■ What you are asked to do
From the first line of the listing to the last, set down everything exactly, but skip the images.

■ Data to use
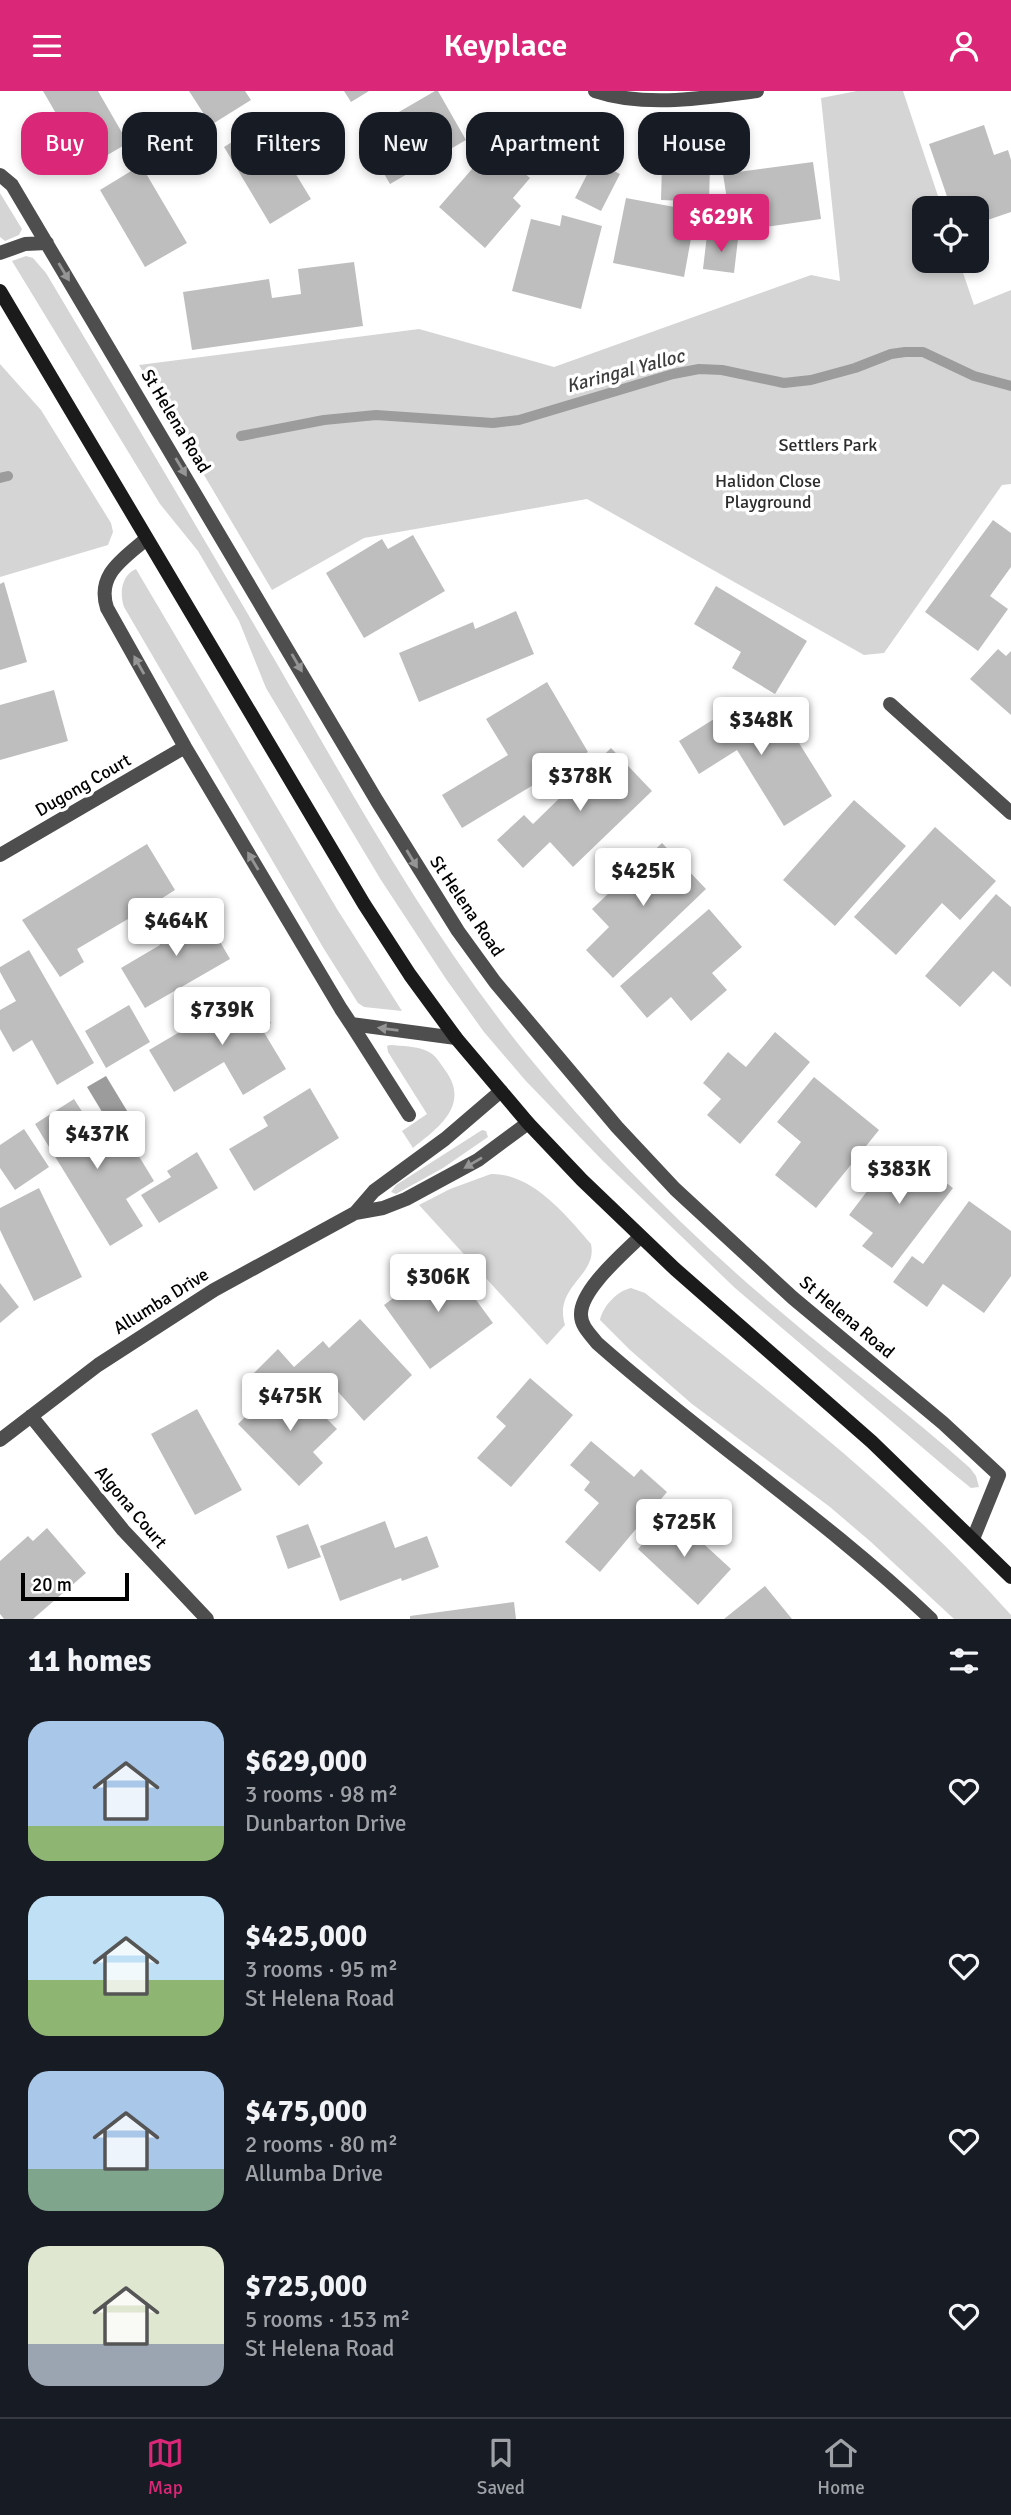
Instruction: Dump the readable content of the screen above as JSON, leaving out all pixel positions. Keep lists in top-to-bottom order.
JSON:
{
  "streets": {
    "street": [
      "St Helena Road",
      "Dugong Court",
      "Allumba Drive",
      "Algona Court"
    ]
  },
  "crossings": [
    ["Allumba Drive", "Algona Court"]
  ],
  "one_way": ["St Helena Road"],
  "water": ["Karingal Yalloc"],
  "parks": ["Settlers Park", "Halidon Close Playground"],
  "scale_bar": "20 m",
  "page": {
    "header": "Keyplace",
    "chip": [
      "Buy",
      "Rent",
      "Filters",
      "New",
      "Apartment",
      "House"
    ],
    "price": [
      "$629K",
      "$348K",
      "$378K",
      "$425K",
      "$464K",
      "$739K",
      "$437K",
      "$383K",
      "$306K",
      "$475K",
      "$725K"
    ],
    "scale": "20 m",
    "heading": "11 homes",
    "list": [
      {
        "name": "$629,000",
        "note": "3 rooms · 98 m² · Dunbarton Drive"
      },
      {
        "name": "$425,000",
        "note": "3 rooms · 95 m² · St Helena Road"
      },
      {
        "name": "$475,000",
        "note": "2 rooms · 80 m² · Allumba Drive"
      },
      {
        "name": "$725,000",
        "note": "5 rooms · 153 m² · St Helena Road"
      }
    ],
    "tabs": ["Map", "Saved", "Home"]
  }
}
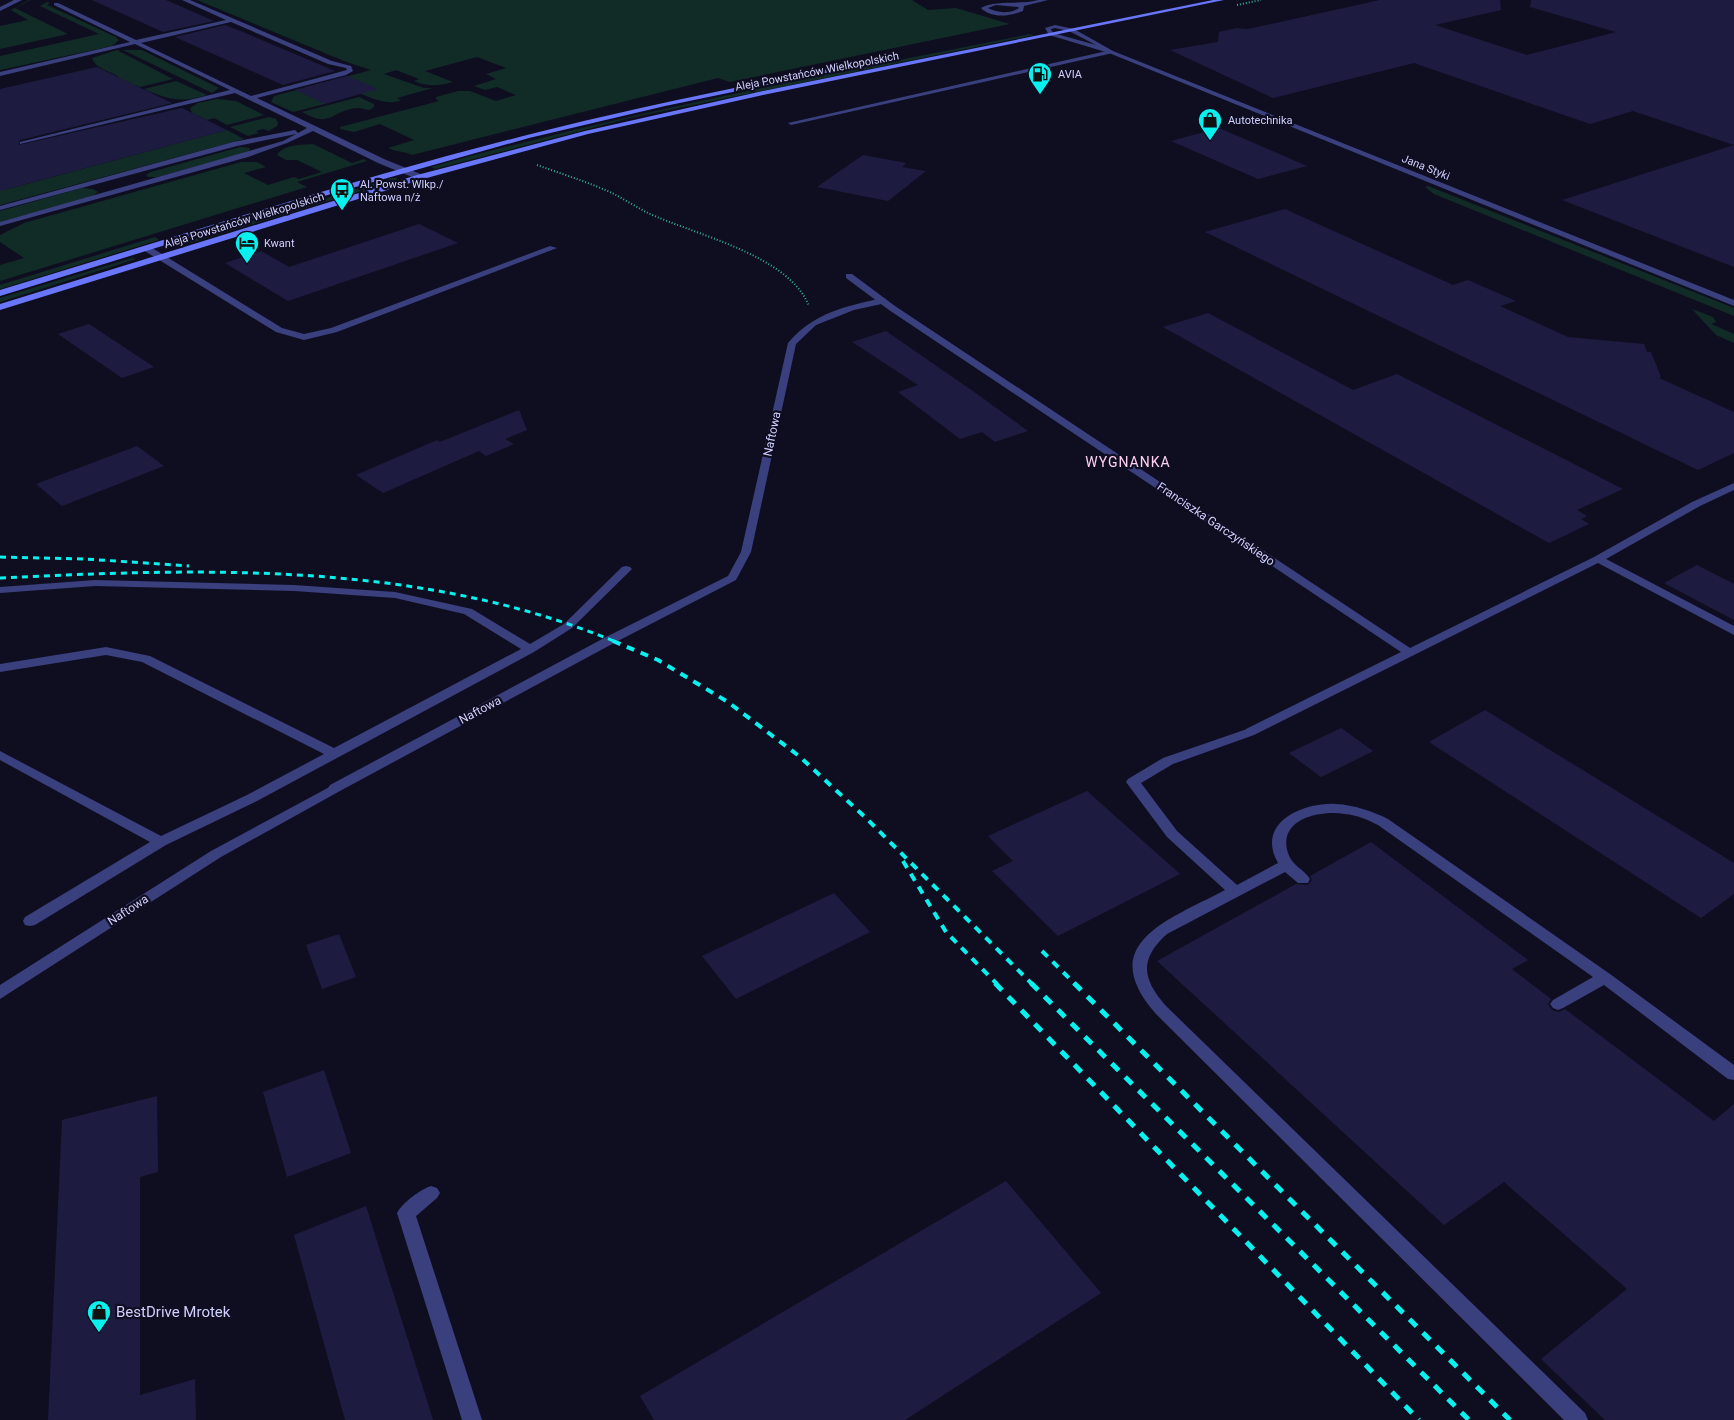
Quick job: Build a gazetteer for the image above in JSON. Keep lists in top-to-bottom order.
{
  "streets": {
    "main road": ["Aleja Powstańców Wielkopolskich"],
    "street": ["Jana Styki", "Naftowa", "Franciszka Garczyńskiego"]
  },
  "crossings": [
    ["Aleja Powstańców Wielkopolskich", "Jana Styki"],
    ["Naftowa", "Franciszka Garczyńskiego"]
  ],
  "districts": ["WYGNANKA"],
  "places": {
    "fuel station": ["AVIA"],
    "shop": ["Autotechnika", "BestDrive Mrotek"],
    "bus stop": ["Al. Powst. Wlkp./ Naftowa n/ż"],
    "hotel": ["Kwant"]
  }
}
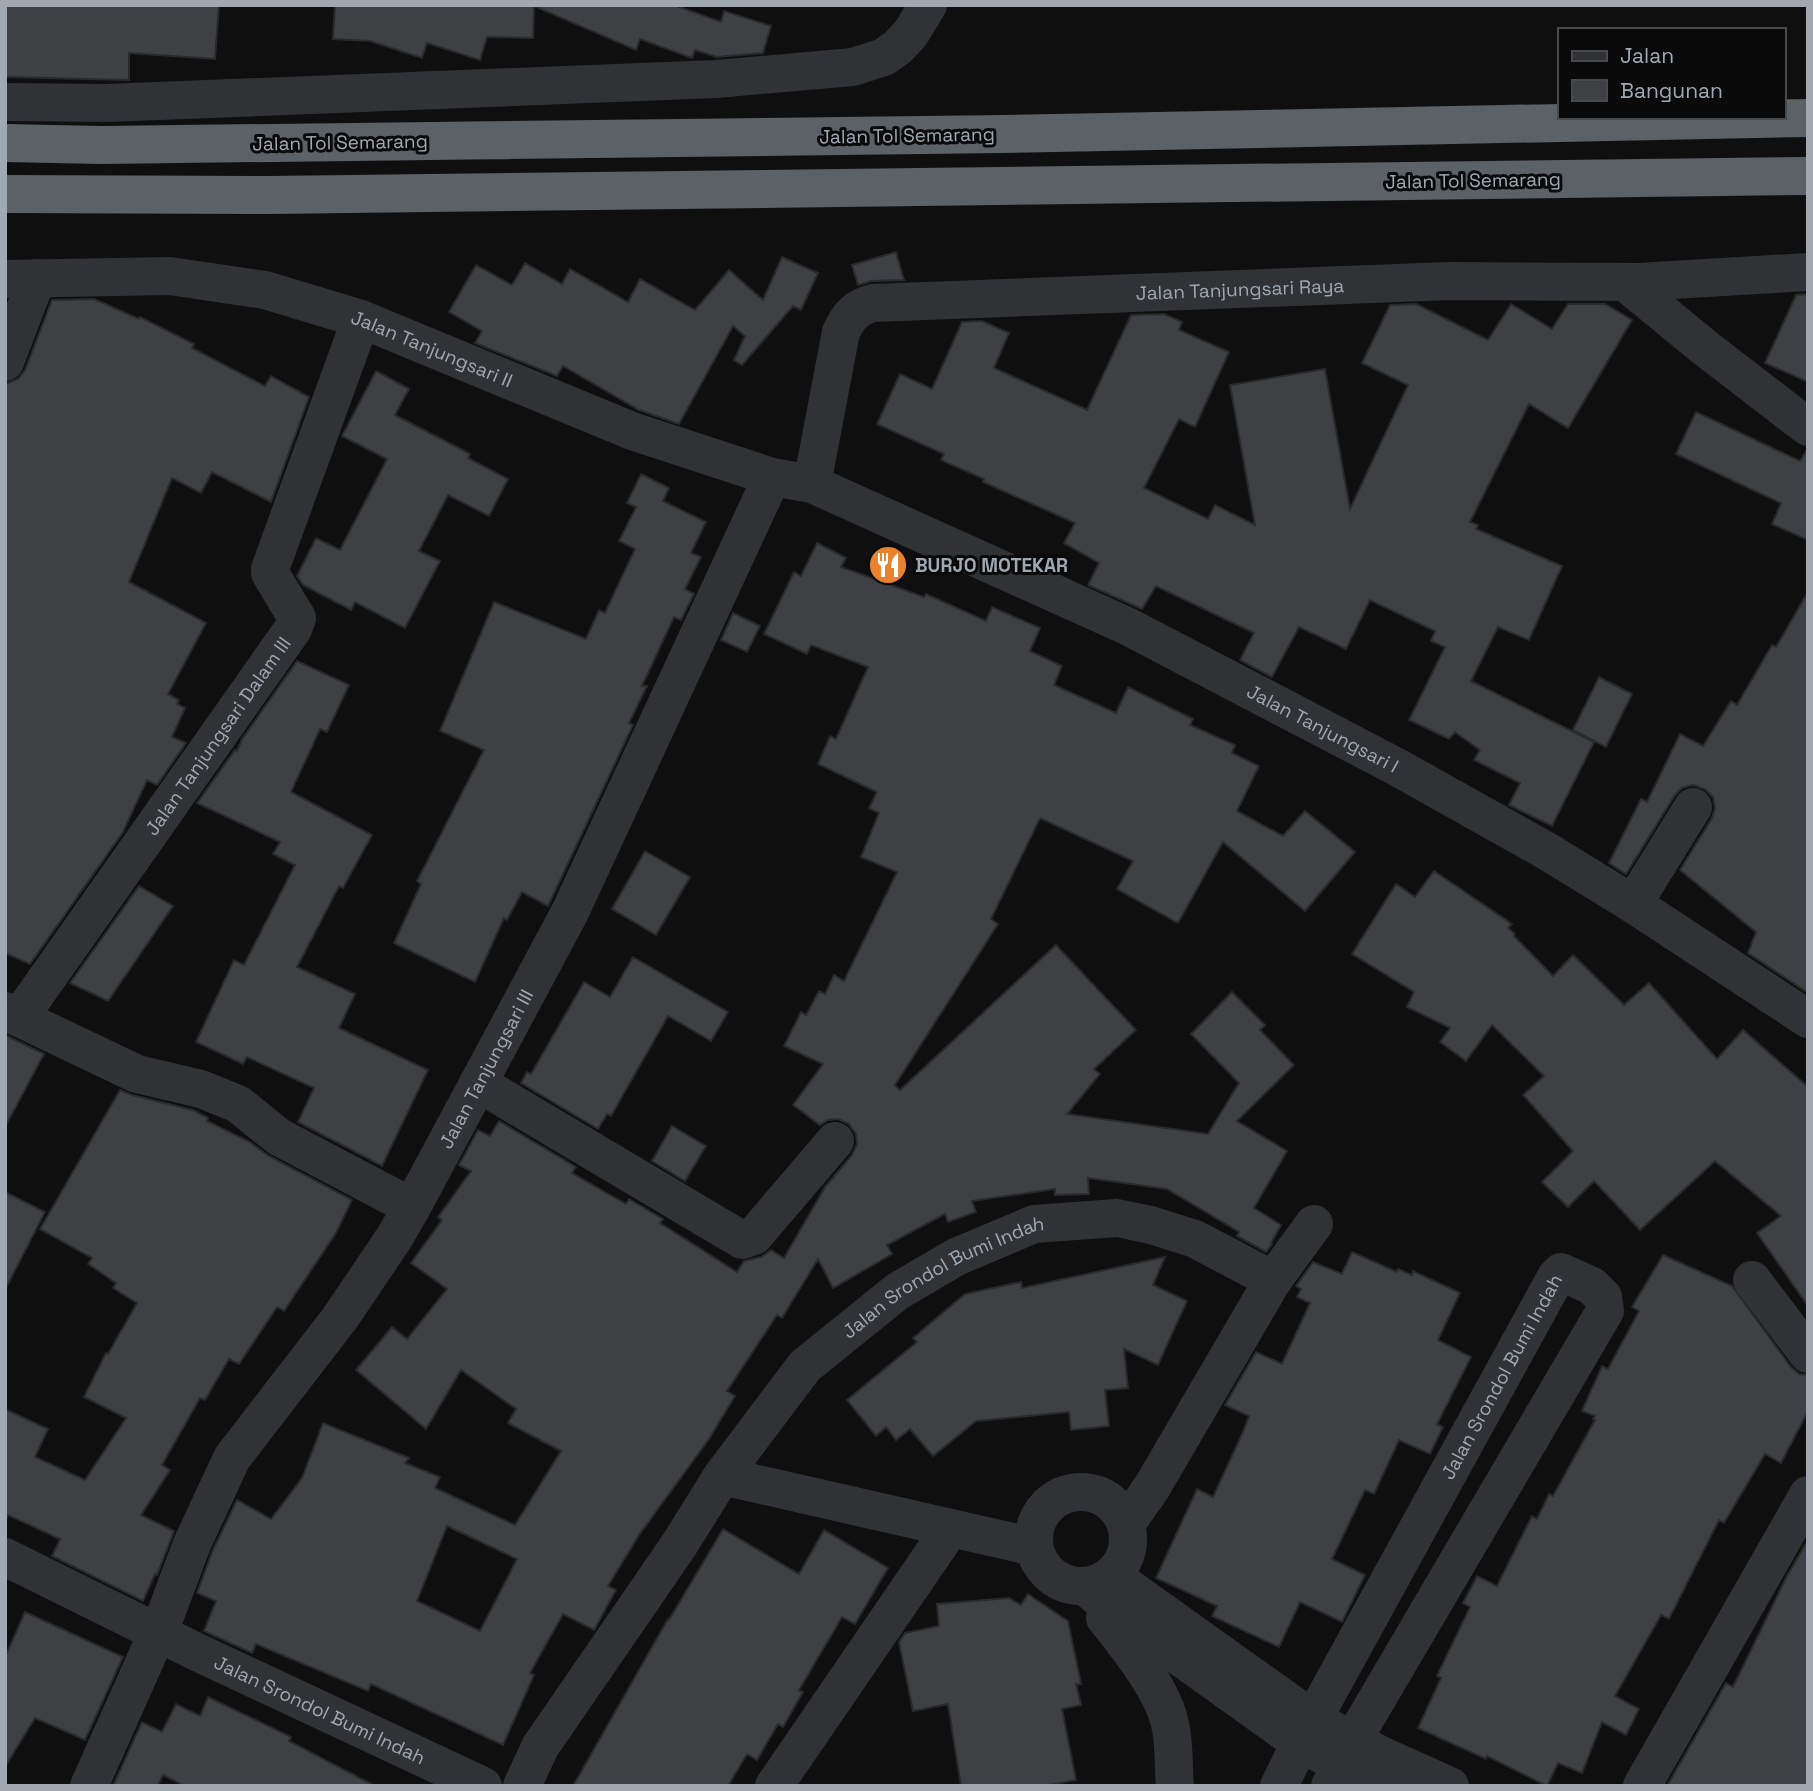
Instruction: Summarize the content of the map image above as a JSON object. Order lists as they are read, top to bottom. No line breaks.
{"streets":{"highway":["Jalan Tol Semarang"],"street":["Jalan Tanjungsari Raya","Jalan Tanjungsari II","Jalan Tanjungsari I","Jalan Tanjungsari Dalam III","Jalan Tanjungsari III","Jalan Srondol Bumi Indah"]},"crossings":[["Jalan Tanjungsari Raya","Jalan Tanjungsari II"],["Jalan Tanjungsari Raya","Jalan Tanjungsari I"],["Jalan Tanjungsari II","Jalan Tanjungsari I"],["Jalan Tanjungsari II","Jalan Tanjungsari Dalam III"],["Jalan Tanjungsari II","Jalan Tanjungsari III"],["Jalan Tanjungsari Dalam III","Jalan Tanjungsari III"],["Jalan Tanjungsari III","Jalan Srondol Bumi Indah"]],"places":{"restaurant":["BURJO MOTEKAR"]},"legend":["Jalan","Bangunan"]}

■ Solution for this problem
Instruction: Dump the readable content of the screen above as JSON, leaving out all pixel positions. Keep lists in top-to-bottom order.
JSON:
{
  "streets": {
    "street": [
      "St Helena Road",
      "Dugong Court",
      "Allumba Drive",
      "Algona Court"
    ]
  },
  "crossings": [
    ["Allumba Drive", "Algona Court"]
  ],
  "one_way": ["St Helena Road"],
  "water": ["Karingal Yalloc"],
  "parks": ["Settlers Park", "Halidon Close Playground"],
  "scale_bar": "20 m",
  "page": {
    "header": "Keyplace",
    "chip": [
      "Buy",
      "Rent",
      "Filters",
      "New",
      "Apartment",
      "House"
    ],
    "price": [
      "$629K",
      "$348K",
      "$378K",
      "$425K",
      "$464K",
      "$739K",
      "$437K",
      "$383K",
      "$306K",
      "$475K",
      "$725K"
    ],
    "scale": "20 m",
    "heading": "11 homes",
    "list": [
      {
        "name": "$629,000",
        "note": "3 rooms · 98 m² · Dunbarton Drive"
      },
      {
        "name": "$425,000",
        "note": "3 rooms · 95 m² · St Helena Road"
      },
      {
        "name": "$475,000",
        "note": "2 rooms · 80 m² · Allumba Drive"
      },
      {
        "name": "$725,000",
        "note": "5 rooms · 153 m² · St Helena Road"
      }
    ],
    "tabs": ["Map", "Saved", "Home"]
  }
}
Quick job: Build a gazetteer for the image above in JSON. Keep lists in top-to-bottom order.
{
  "streets": {
    "main road": ["Aleja Powstańców Wielkopolskich"],
    "street": ["Jana Styki", "Naftowa", "Franciszka Garczyńskiego"]
  },
  "crossings": [
    ["Aleja Powstańców Wielkopolskich", "Jana Styki"],
    ["Naftowa", "Franciszka Garczyńskiego"]
  ],
  "districts": ["WYGNANKA"],
  "places": {
    "fuel station": ["AVIA"],
    "shop": ["Autotechnika", "BestDrive Mrotek"],
    "bus stop": ["Al. Powst. Wlkp./ Naftowa n/ż"],
    "hotel": ["Kwant"]
  }
}
Instruction: Summarize the content of the map image above as a JSON object. Order lists as they are read, top to bottom. No line breaks.
{"streets":{"highway":["Jalan Tol Semarang"],"street":["Jalan Tanjungsari Raya","Jalan Tanjungsari II","Jalan Tanjungsari I","Jalan Tanjungsari Dalam III","Jalan Tanjungsari III","Jalan Srondol Bumi Indah"]},"crossings":[["Jalan Tanjungsari Raya","Jalan Tanjungsari II"],["Jalan Tanjungsari Raya","Jalan Tanjungsari I"],["Jalan Tanjungsari II","Jalan Tanjungsari I"],["Jalan Tanjungsari II","Jalan Tanjungsari Dalam III"],["Jalan Tanjungsari II","Jalan Tanjungsari III"],["Jalan Tanjungsari Dalam III","Jalan Tanjungsari III"],["Jalan Tanjungsari III","Jalan Srondol Bumi Indah"]],"places":{"restaurant":["BURJO MOTEKAR"]},"legend":["Jalan","Bangunan"]}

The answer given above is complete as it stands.